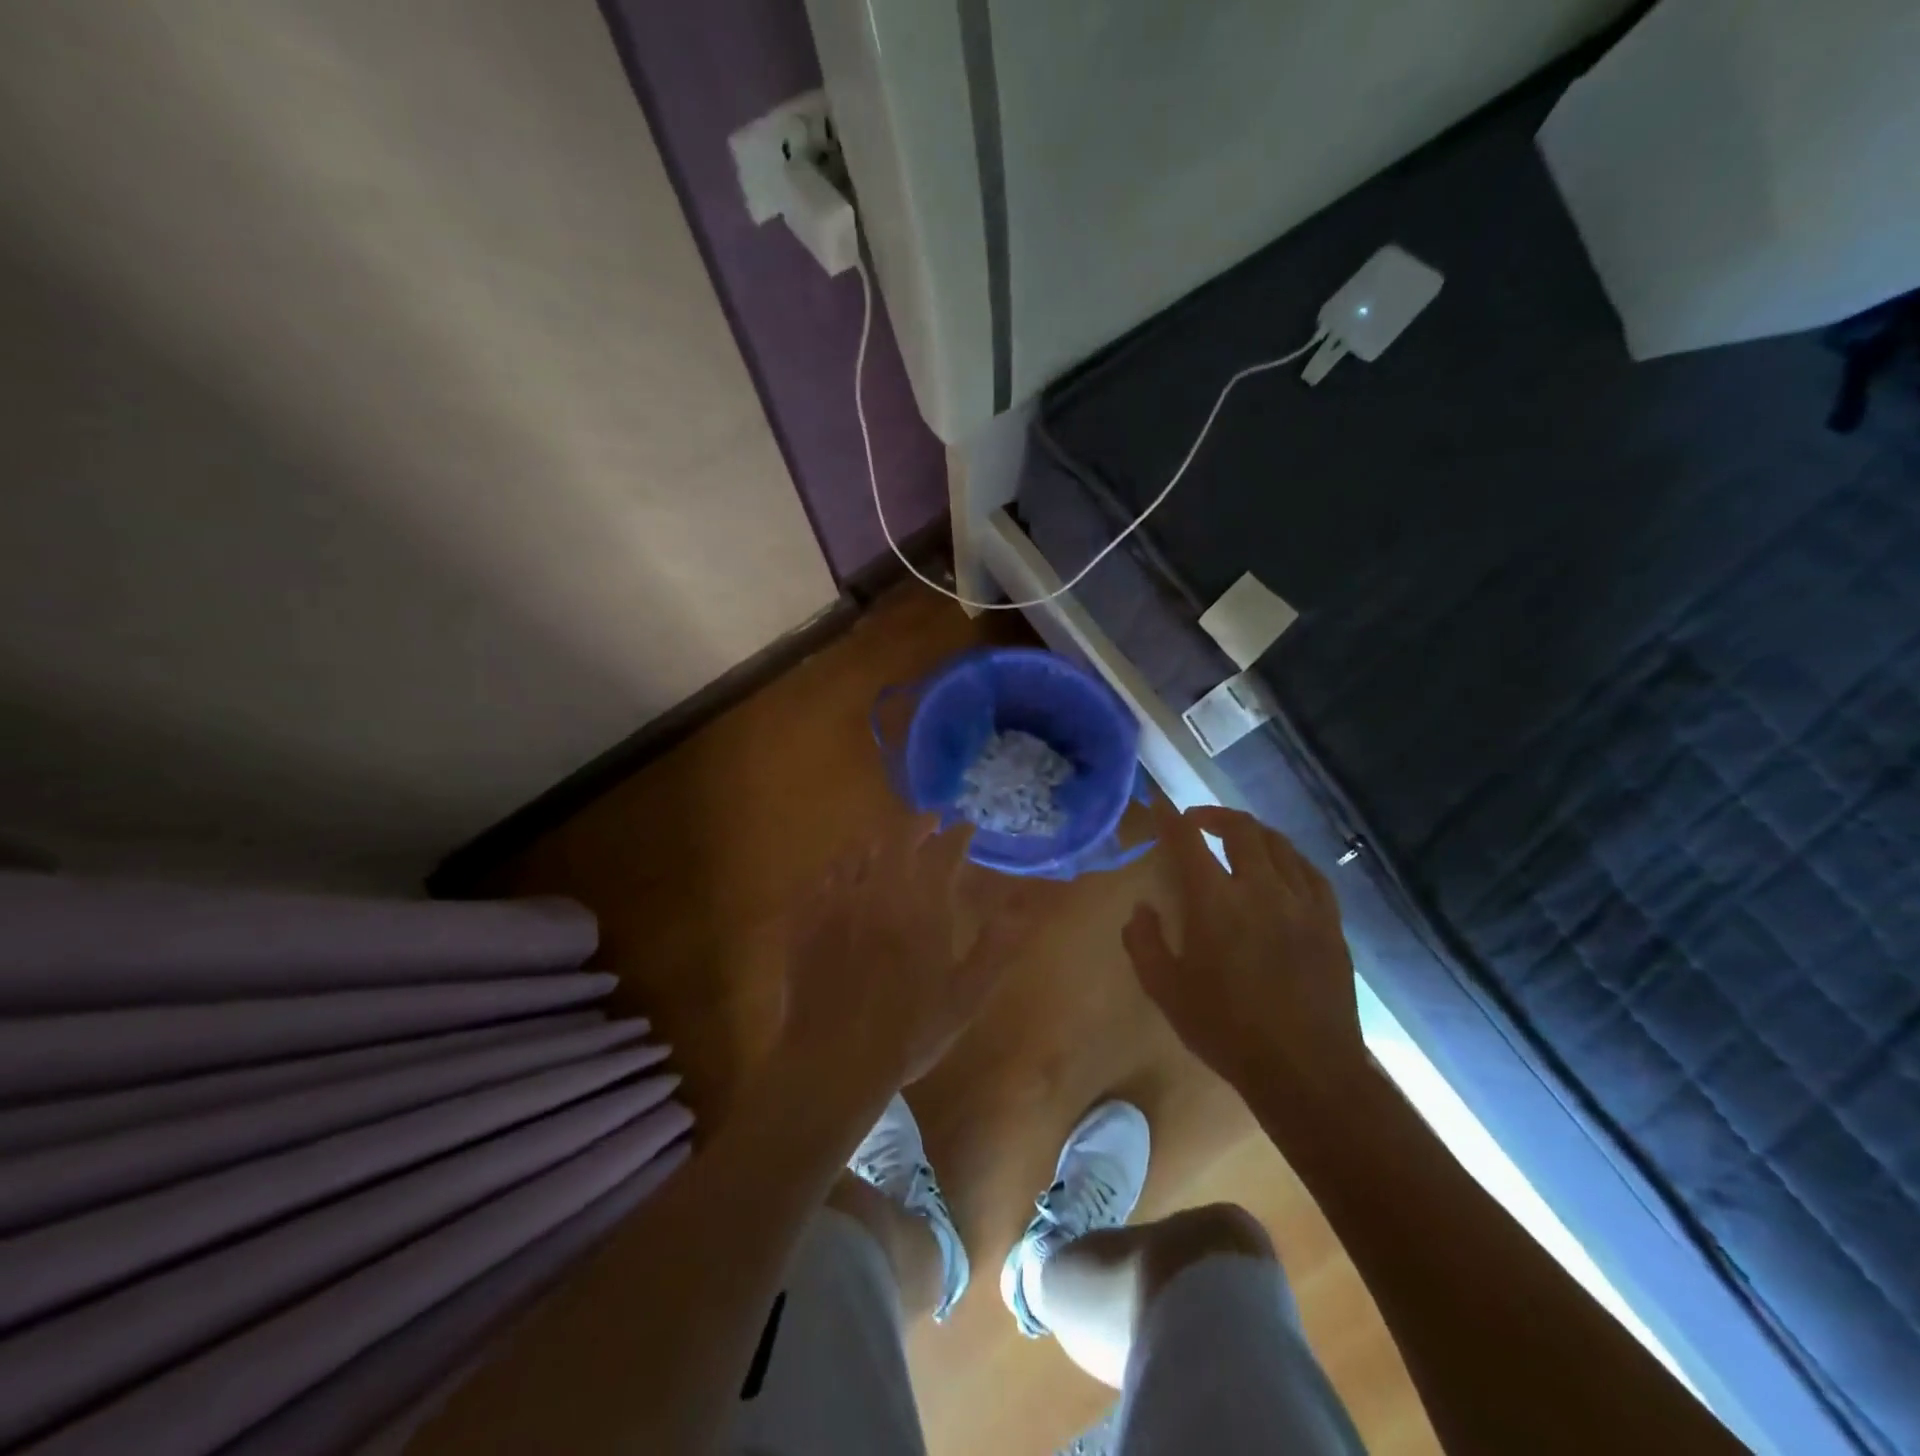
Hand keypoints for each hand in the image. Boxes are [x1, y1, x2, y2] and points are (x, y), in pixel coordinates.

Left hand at [777, 815, 1028, 1113]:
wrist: (834, 1060)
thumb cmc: (908, 1033)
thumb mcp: (965, 997)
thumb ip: (996, 949)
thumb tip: (1021, 910)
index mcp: (921, 906)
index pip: (943, 852)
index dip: (957, 835)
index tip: (966, 828)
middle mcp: (879, 891)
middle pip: (897, 839)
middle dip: (918, 825)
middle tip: (931, 824)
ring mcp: (837, 902)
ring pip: (857, 851)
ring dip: (878, 840)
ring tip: (890, 843)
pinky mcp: (806, 919)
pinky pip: (822, 876)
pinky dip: (840, 866)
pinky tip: (844, 874)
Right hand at [1123, 797, 1363, 1099]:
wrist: (1305, 1070)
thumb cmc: (1226, 1030)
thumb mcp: (1166, 991)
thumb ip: (1143, 942)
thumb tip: (1141, 909)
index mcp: (1216, 903)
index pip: (1188, 842)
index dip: (1170, 819)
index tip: (1159, 804)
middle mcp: (1261, 889)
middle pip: (1241, 829)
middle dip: (1214, 815)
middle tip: (1196, 821)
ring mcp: (1302, 903)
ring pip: (1280, 845)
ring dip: (1252, 832)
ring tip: (1237, 838)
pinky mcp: (1330, 922)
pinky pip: (1311, 872)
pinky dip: (1289, 858)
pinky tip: (1282, 867)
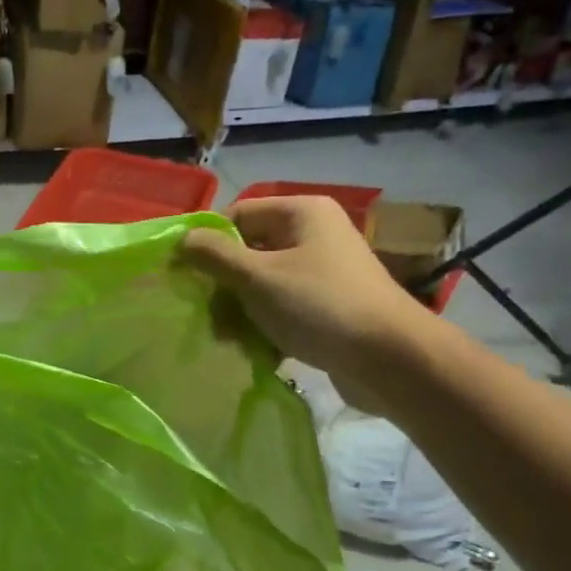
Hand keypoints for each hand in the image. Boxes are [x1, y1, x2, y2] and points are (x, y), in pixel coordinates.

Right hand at [183, 197, 430, 394]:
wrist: (389, 358)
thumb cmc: (319, 306)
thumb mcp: (257, 277)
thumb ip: (215, 256)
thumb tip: (182, 239)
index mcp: (301, 212)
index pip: (238, 215)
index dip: (209, 244)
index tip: (188, 277)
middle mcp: (314, 234)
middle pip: (249, 251)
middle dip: (225, 286)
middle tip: (209, 316)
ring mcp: (323, 271)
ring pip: (263, 284)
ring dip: (241, 311)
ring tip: (231, 339)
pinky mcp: (328, 305)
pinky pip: (283, 307)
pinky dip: (266, 325)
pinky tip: (256, 349)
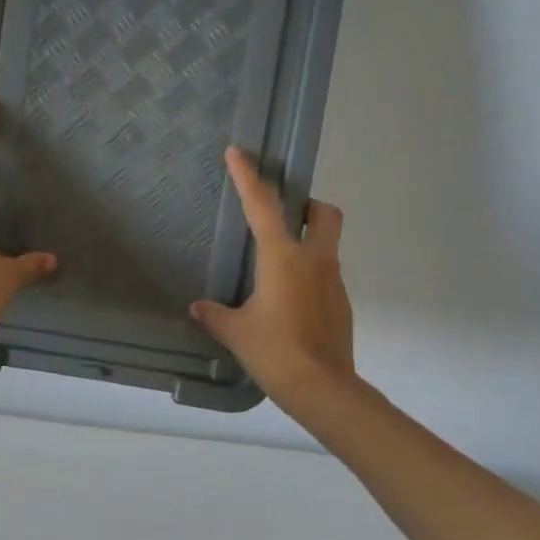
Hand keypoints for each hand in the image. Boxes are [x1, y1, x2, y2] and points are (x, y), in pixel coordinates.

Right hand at [190, 148, 355, 410]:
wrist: (322, 387)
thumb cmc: (273, 351)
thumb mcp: (235, 332)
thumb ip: (215, 314)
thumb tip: (198, 307)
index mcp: (283, 258)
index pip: (262, 206)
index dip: (248, 177)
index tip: (238, 152)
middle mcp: (314, 261)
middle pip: (324, 214)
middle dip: (308, 206)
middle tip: (284, 218)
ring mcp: (333, 282)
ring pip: (326, 247)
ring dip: (307, 245)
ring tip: (275, 273)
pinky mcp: (341, 304)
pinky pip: (325, 277)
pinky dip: (308, 278)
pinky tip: (288, 305)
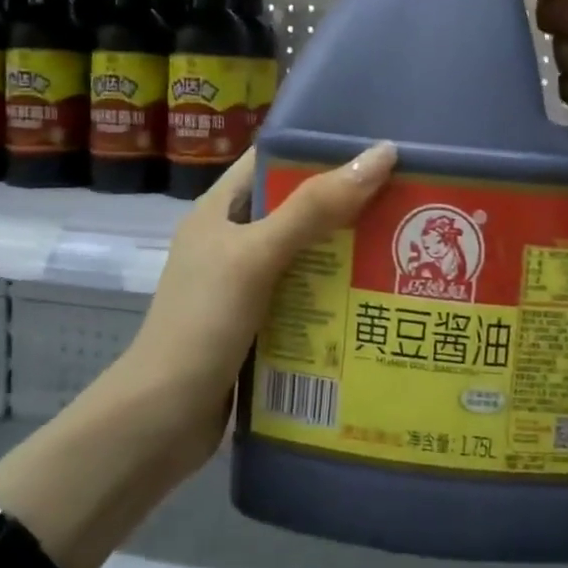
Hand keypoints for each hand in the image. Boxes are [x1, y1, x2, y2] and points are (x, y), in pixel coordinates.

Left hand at [121, 142, 397, 474]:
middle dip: (347, 204)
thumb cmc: (203, 324)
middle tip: (406, 199)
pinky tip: (378, 298)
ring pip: (306, 255)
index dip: (319, 149)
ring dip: (347, 252)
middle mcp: (231, 242)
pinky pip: (305, 297)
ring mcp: (244, 286)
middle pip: (297, 208)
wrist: (161, 420)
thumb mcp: (257, 256)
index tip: (376, 148)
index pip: (272, 160)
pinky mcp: (258, 324)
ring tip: (404, 245)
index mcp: (220, 211)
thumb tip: (380, 155)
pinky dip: (337, 294)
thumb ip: (313, 208)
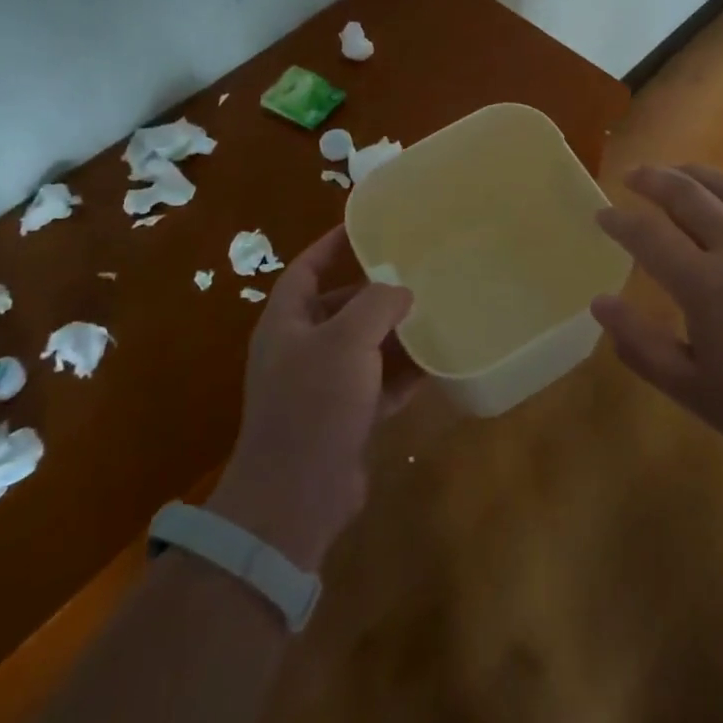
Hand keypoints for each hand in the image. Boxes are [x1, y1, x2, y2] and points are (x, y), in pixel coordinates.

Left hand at [206, 225, 416, 571]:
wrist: (297, 496)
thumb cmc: (313, 403)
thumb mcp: (347, 340)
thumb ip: (376, 304)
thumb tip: (401, 291)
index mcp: (287, 322)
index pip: (307, 268)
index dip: (332, 245)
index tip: (365, 226)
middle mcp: (300, 350)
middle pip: (340, 308)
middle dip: (374, 293)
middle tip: (416, 273)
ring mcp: (322, 387)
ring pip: (363, 348)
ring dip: (394, 333)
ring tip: (434, 312)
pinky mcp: (344, 419)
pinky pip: (378, 385)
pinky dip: (402, 374)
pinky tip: (436, 363)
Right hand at [593, 165, 722, 475]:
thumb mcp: (696, 391)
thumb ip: (643, 345)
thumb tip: (600, 302)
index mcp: (704, 284)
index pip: (648, 236)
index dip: (620, 221)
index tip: (601, 214)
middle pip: (688, 196)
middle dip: (654, 180)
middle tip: (633, 174)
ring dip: (698, 174)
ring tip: (678, 170)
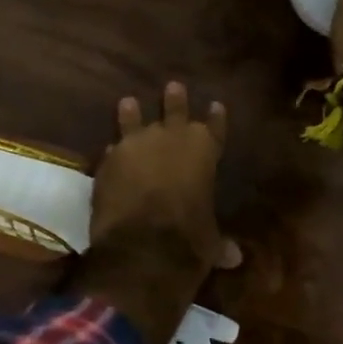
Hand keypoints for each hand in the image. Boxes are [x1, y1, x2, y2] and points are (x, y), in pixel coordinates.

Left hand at [91, 81, 241, 271]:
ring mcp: (136, 145)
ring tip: (128, 102)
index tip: (216, 104)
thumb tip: (234, 258)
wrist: (143, 245)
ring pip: (134, 119)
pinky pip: (112, 149)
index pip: (214, 127)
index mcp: (204, 151)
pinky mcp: (108, 160)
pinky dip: (113, 151)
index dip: (216, 117)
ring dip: (132, 113)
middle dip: (174, 99)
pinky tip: (109, 149)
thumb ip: (219, 241)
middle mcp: (172, 138)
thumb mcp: (210, 240)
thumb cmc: (189, 238)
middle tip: (173, 86)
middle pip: (174, 110)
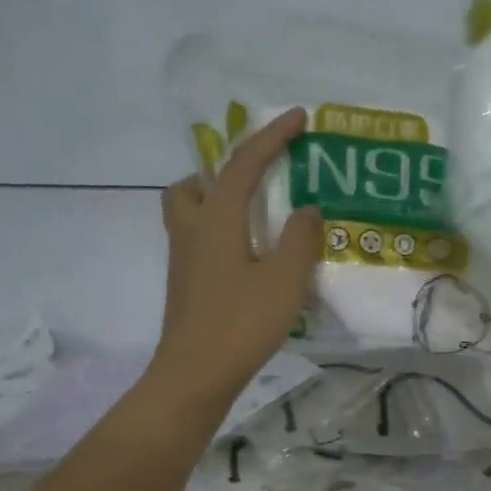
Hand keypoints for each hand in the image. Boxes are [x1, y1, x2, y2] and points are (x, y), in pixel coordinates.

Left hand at [148, 108, 322, 406]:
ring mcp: (183, 260)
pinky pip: (198, 240)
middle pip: (195, 184)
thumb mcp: (284, 280)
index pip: (243, 164)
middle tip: (257, 179)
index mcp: (217, 220)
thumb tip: (308, 209)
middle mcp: (192, 230)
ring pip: (190, 212)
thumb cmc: (241, 323)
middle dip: (224, 171)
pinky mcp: (185, 285)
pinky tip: (248, 258)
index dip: (271, 137)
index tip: (297, 117)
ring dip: (217, 201)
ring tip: (254, 217)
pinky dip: (220, 233)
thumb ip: (300, 239)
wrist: (195, 374)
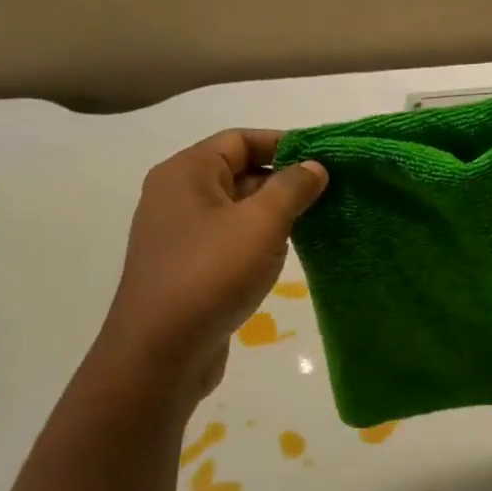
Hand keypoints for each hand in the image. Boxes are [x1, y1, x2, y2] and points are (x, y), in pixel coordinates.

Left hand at [97, 130, 326, 405]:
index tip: (324, 159)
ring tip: (315, 225)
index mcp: (186, 173)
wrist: (161, 351)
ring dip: (272, 215)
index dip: (283, 143)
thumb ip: (292, 188)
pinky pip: (228, 242)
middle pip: (237, 172)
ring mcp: (179, 236)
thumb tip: (314, 166)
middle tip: (329, 195)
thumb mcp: (261, 224)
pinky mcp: (187, 270)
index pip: (239, 139)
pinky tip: (283, 258)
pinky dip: (256, 243)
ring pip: (235, 211)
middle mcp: (176, 197)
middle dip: (282, 181)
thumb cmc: (211, 274)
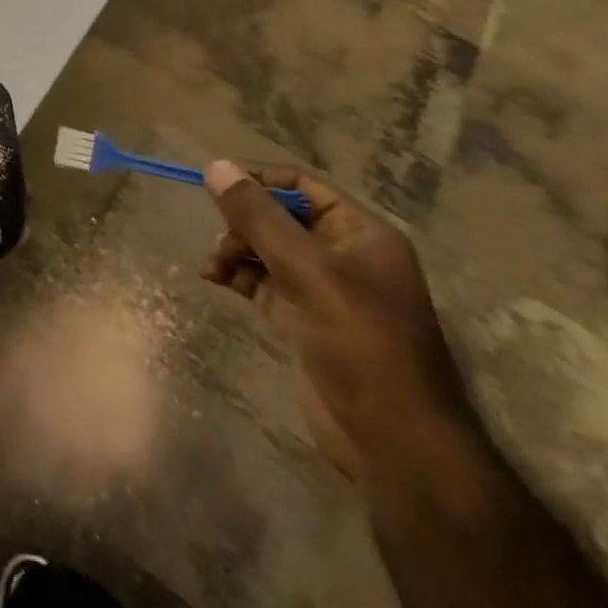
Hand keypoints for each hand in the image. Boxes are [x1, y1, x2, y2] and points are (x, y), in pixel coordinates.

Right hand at [199, 162, 472, 480]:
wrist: (394, 441)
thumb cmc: (360, 343)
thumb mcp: (307, 271)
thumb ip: (259, 217)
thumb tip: (216, 166)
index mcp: (361, 233)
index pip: (302, 185)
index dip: (258, 180)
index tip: (214, 186)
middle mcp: (344, 255)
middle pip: (281, 216)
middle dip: (244, 222)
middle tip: (220, 242)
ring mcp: (325, 290)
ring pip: (268, 249)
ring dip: (236, 249)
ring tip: (213, 267)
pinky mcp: (306, 320)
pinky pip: (264, 282)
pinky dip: (238, 276)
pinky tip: (215, 280)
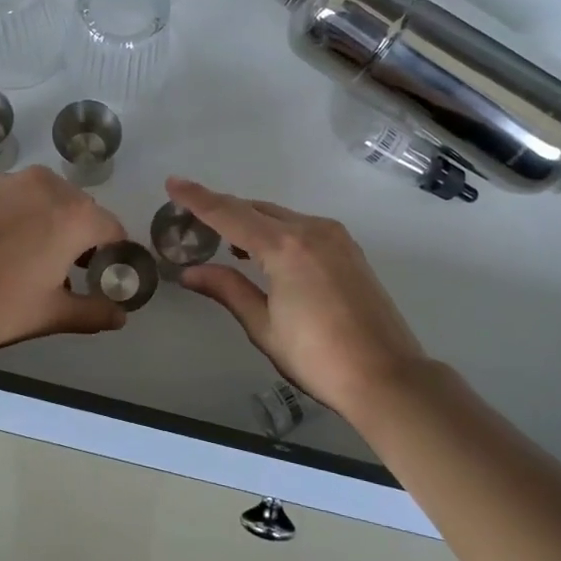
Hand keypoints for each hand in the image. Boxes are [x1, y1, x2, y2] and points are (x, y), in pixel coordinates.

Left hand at [0, 167, 129, 350]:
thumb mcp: (51, 313)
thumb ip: (92, 312)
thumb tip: (120, 316)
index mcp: (74, 215)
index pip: (113, 229)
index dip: (113, 255)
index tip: (101, 278)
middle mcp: (47, 187)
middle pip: (80, 211)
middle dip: (81, 238)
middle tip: (67, 274)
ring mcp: (10, 184)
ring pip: (47, 202)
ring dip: (50, 225)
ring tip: (32, 263)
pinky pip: (16, 201)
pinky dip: (21, 219)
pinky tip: (1, 251)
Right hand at [167, 176, 428, 418]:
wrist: (387, 376)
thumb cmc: (318, 357)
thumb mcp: (264, 326)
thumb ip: (227, 289)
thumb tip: (190, 272)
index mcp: (285, 247)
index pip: (230, 214)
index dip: (198, 199)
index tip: (173, 183)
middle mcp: (311, 230)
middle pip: (257, 209)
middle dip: (224, 210)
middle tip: (195, 220)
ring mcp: (336, 237)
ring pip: (282, 216)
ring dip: (253, 222)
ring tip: (229, 242)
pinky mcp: (350, 250)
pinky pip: (303, 227)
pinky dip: (279, 231)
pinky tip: (268, 254)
┄┄┄┄┄┄┄┄┄┄┄┄┄┄┄┄┄┄┄┄
● **WHAT NEEDS TO BE DONE**
Using the records above, find and show each line with the string "Left".

● **ANSWER TO THIS PROBLEM**
Left hand at [777, 815, 1028, 1113]:
Left hand at [121, 142, 397, 474]:
Left hand at [206, 225, 416, 571]:
Left hand at [91, 81, 241, 271]:
Left hand at [148, 108, 322, 406]:
Left hand at [97, 130, 326, 405]:
Left hand at [0, 167, 129, 350]:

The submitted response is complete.